The first written mention of Domažlice settlement is in a deed of Duke Boleslaus II from 993. Purpose of its existence was related to the Bohemian-Bavarian border and important trade route to Regensburg.

Near that settlement, a fortified royal town of Domažlice was founded by King Ottokar II in 1265. The town included a royal castle. The border with Bavaria was protected by border guards recruited from the Chods (Slavic free farmers) who settled in the vicinity of Domažlice.

The town was mortgaged to Bavaria in 1331, lasting until 1419 (with some interruptions). Under Hussite rule, German citizens were expelled from the town, and since then, the population has been predominantly Czech. In 1431, Prokop the Great defeated the crusaders of the Holy Roman Empire in the Battle of Domažlice. The 15th and 16th centuries saw Domažlice change hands frequently, but its importance diminished following the end of the Thirty Years' War. It was not until 1770 that it recovered, largely due to innovations in the textile industry.

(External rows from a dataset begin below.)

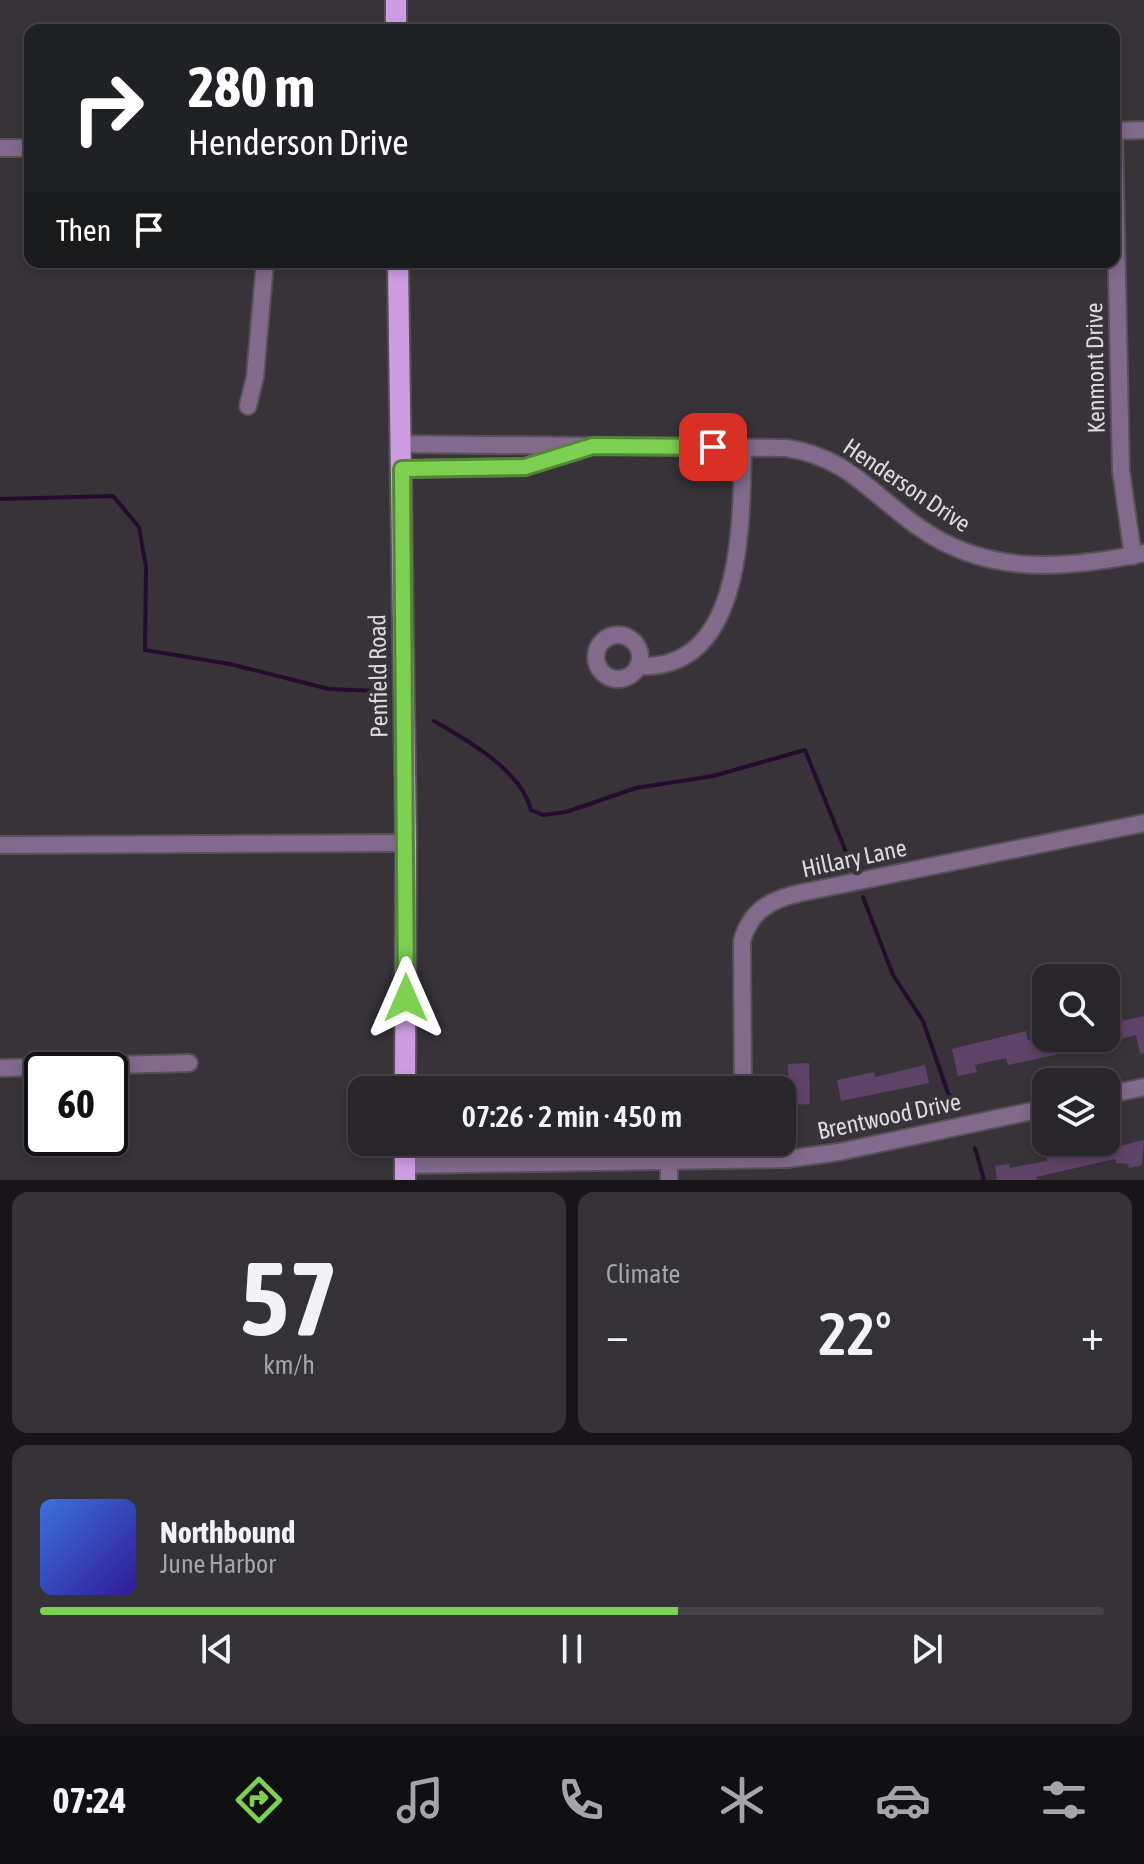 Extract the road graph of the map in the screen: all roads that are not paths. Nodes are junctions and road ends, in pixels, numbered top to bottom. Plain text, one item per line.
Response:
1 (396, 0) edge
2 (396, 24) edge
3 (1144, 130) edge
4 (1120, 131) edge
5 (0, 148) edge
6 (24, 148) edge
7 (264, 268) edge
8 (398, 268) edge
9 (1117, 268) edge
10 (248, 406) dead end
11 (401, 444) junction
12 (593, 446) junction
13 (743, 447) junction
14 (402, 469) junction
15 (1139, 554) edge
16 (639, 666) dead end
17 (1144, 823) edge
18 (406, 843) junction
19 (0, 845) edge
20 (189, 1063) dead end
21 (0, 1068) edge
22 (405, 1076) edge
23 (743, 1076) edge
24 (1144, 1087) edge
25 (1120, 1092) edge
26 (1032, 1111) edge
27 (796, 1153) edge
28 (694, 1156) edge
29 (669, 1159) junction
30 (405, 1172) edge
31 (669, 1180) edge

1 - 2 main road
3 - 4 street
5 - 6 street
7 - 10 street
8 - 11 main road, Penfield Road
9 - 15 street, Kenmont Drive
11 - 12 street, Henderson Drive
11 - 14 main road, Penfield Road
12 - 13 street, Henderson Drive
12 - 14 street, Henderson Drive
13 - 15 street, Henderson Drive
13 - 16 street
14 - 18 main road, Penfield Road
17 - 23 street, Hillary Lane
18 - 19 street
18 - 22 main road, Penfield Road
20 - 21 street
24 - 25 street
26 - 27 street, Brentwood Drive
28 - 29 street, Brentwood Drive
29 - 30 street, Brentwood Drive
29 - 31 street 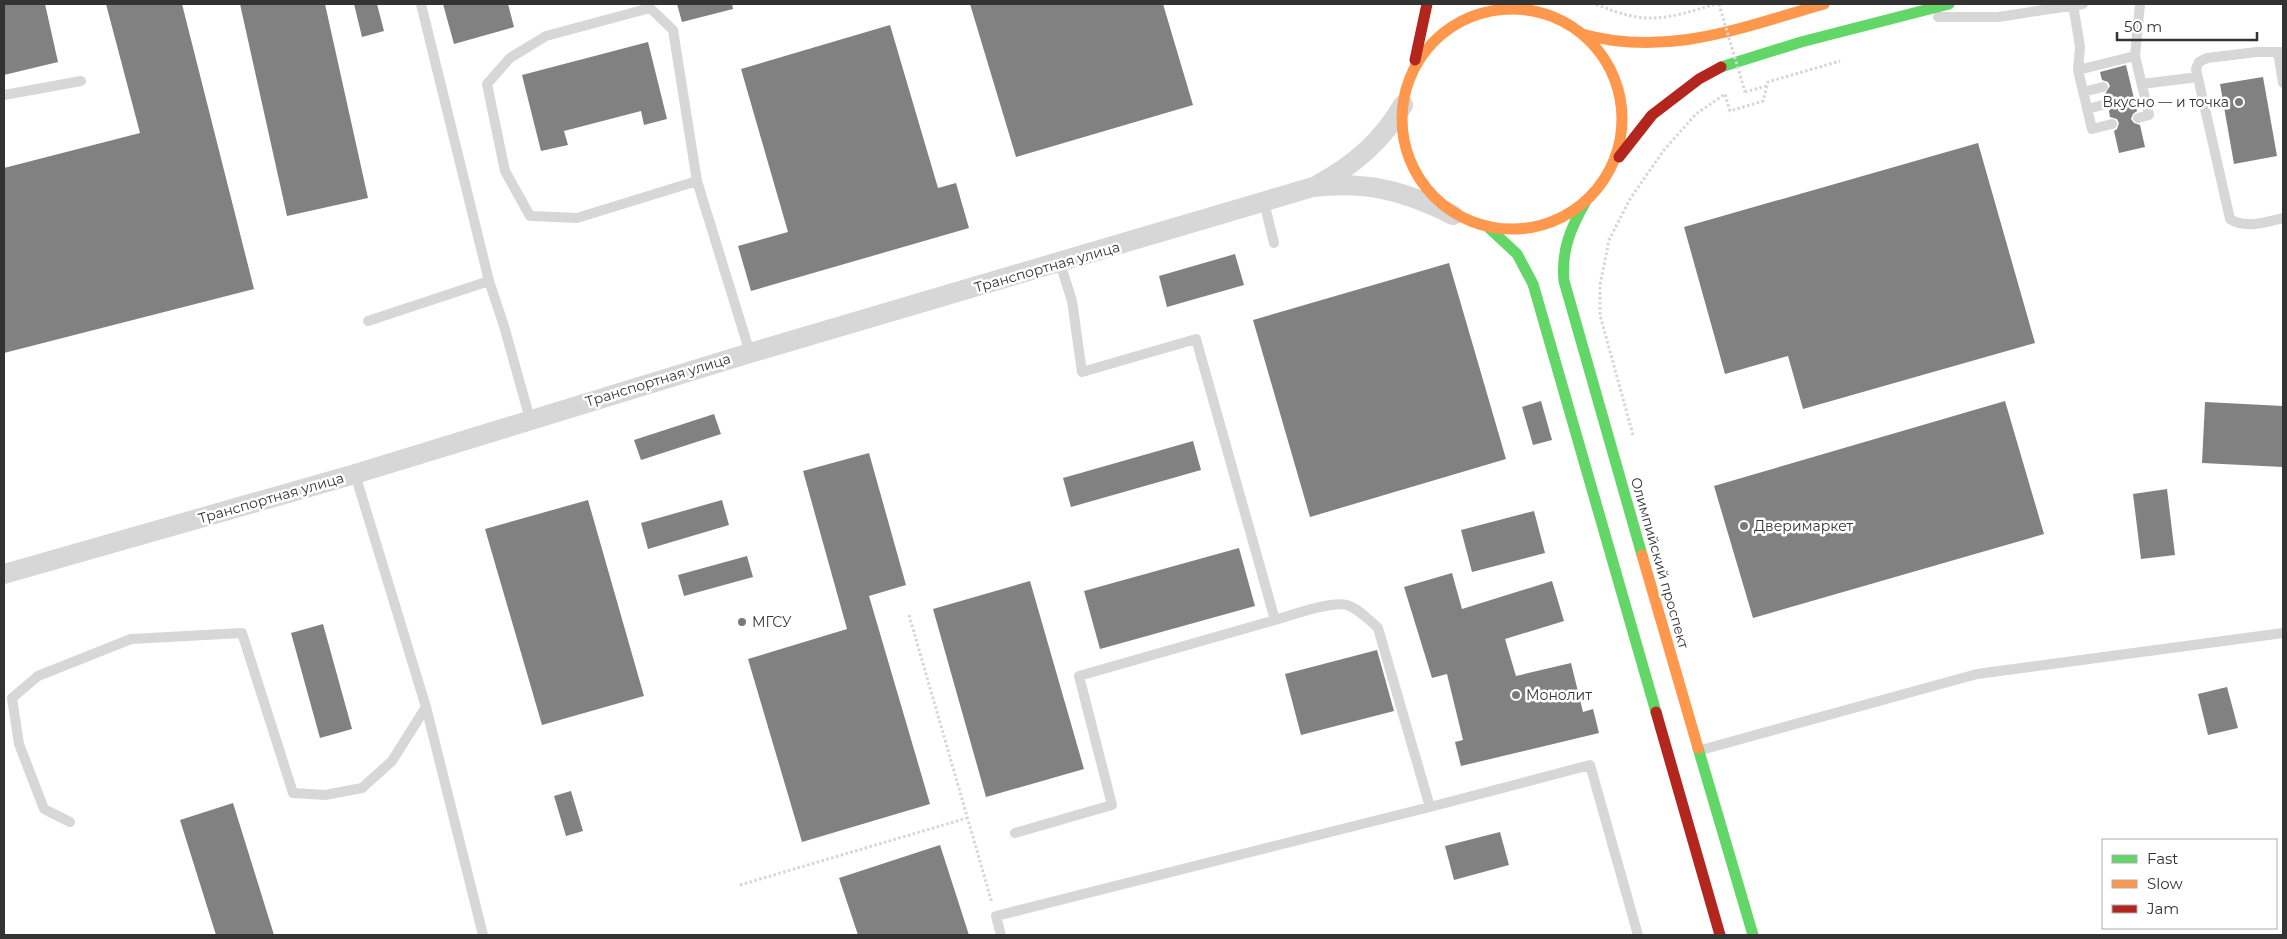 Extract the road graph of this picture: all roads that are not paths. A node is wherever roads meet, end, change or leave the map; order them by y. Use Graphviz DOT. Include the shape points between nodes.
graph roads {
  1 [pos="421,4"];
  2 [pos="1426,4"];
  3 [pos="1824,4"];
  4 [pos="1949,4"];
  5 [pos="2078,4"];
  6 [pos="2140,4"];
  7 [pos="1515,7"];
  8 [pos="1902,15"];
  9 [pos="1582,34"];
  10 [pos="2281,52"];
  11 [pos="2135,56"];
  12 [pos="1414,64"];
  13 [pos="2078,70"];
  14 [pos="2198,77"];
  15 [pos="2130,80"];
  16 [pos="81,81"];
  17 [pos="2283,84"];
  18 [pos="2142,85"];
  19 [pos="2103,86"];
  20 [pos="2083,92"];
  21 [pos="4,95"];
  22 [pos="2134,97"];
  23 [pos="2107,104"];
  24 [pos="1403,105"];
  25 [pos="2087,109"];
  26 [pos="2138,118"];
  27 [pos="2112,124"];
  28 [pos="1615,163"];
  29 [pos="697,181"];
  30 [pos="1313,187"];
  31 [pos="1586,201"];
  32 [pos="1264,202"];
  33 [pos="1454,215"];
  34 [pos="2283,218"];
  35 [pos="1488,227"];
  36 [pos="1274,243"];
  37 [pos="1060,263"];
  38 [pos="489,281"];
  39 [pos="368,321"];
  40 [pos="750,352"];
  41 [pos="530,419"];
  42 [pos="355,474"];
  43 [pos="4,574"];
  44 [pos="1275,620"];
  45 [pos="2283,633"];
  46 [pos="426,707"];
  47 [pos="1700,750"];
  48 [pos="1430,807"];
  49 [pos="70,822"];
  50 [pos="1015,833"];
  51 [pos="484,935"];
  52 [pos="1001,935"];
  53 [pos="1638,935"];
  54 [pos="1720,935"];
  55 [pos="1753,935"];
  1 -- 38 [label="lane"];
  2 -- 12 [label="main road"];
  3 -- 9 [label="main road" via="1693,39 1635,44 1610,42"];
  4 -- 8 [label="main road"];
  5 -- 8 [label="lane" via="1998,17"];
  5 -- 13 [label="lane"];
  6 -- 11 [label="lane"];
  7 -- 9 [label="main road" via="1556,18"];
  7 -- 12 [label="main road" via="1460,22 1431,42"];
  8 -- 28 [label="main road" via="1720,67 1652,115"];
  9 -- 28 [label="main road" via="1600,56 1616,88 1622,124"];
  10 -- 14 [label="lane" via="2207,58 2199,62 2196,69"];
  10 -- 17 [label="lane"];
  11 -- 13 [label="lane"];
  11 -- 18 [label="lane"];
  12 -- 24 [label="main road" via="1407,80"];
  13 -- 20 [label="lane"];
  14 -- 18 [label="lane"];
  14 -- 34 [label="lane" via="2230,219 2241,224"];
  15 -- 18 [label="lane"];
  16 -- 21 [label="lane"];
  18 -- 22 [label="lane"];
  18 -- 26 [label="lane" via="2149,115"];
  19 -- 20 [label="lane"];
  20 -- 25 [label="lane"];
  23 -- 25 [label="lane"];
  24 -- 30 [label="street, Транспортная улица" via="1386,133 1372,148"];
  24 -- 33 [label="main road" via="1414,162 1430,192"];
  25 -- 27 [label="lane" via="2092,129"];
  28 -- 31 [label="main road"];
  29 -- 29 [label="lane" via="577,218 530,216 505,171 487,84 510,58 546,36 650,8 673,30"];
  29 -- 40 [label="lane"];
  30 -- 32 [label="street, Транспортная улица"];
  30 -- 33 [label="street, Транспортная улица" via="1360,185 1389,189"];
  31 -- 35 [label="main road" via="1541,224"];
  31 -- 47 [label="main road, Олимпийский проспект" via="1565,243 1562,273 1566,295"];
  32 -- 36 [label="lane"];
  32 -- 37 [label="street, Транспортная улица"];
  33 -- 35 [label="main road"];
  35 -- 54 [label="main road" via="1517,254 1533,284"];
  37 -- 40 [label="street, Транспортная улица"];
  37 -- 44 [label="lane" via="1072,301 1082,372 1196,338"];
  38 -- 39 [label="lane"];
  38 -- 41 [label="lane"];
  40 -- 41 [label="street, Транспортная улица"];
  41 -- 42 [label="street, Транспортная улица"];
  42 -- 43 [label="street, Транспортная улица"];
  42 -- 46 [label="lane"];
  44 -- 48 [label="lane" via="1328,606 1345,605 1378,628"];
  44 -- 50 [label="lane" via="1079,676 1112,805"];
  45 -- 47 [label="lane" via="1977,674"];
  46 -- 49 [label="lane" via="392,761 362,788 325,795 293,793 242,632 131,639 38,676 12,698 19,744 44,809"];
  46 -- 51 [label="lane"];
  47 -- 55 [label="main road, Олимпийский проспект"];
  48 -- 52 [label="lane" via="996,916"];
  48 -- 53 [label="lane" via="1590,765"];
}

Until 1918, the town was part of Austria-Hungary, in the district with the same name, being one of the 94 Bezirkshauptmannschaften (district capitals) in Bohemia.

Within the context of the Czech National Revival, Domažlice became a central place during the 19th century. At the time, it was the westernmost ethnic Czech town, very close to the border with the Kingdom of Bavaria. In the town, a pilgrimage took place on 13 August 1939, which developed into a large Czech protest demonstration against the German occupation and control of the ethnic Czech Protectorate of Bohemia and Moravia. The German population was expelled in 1945 according to the Potsdam Agreement.

In 2005, a mass grave was discovered on the outskirts of the town. It contained 54 Germans, who might have been mainly members of the local SA, executed by the Czech resistance at the end of World War II.

==Transport==
Domažlice is the terminus and start of the railway lines from/to Plzeň and Klatovy.

==Sport==
The town's football club TJ Jiskra Domažlice plays in the Bohemian Football League (third tier of the Czech football league system).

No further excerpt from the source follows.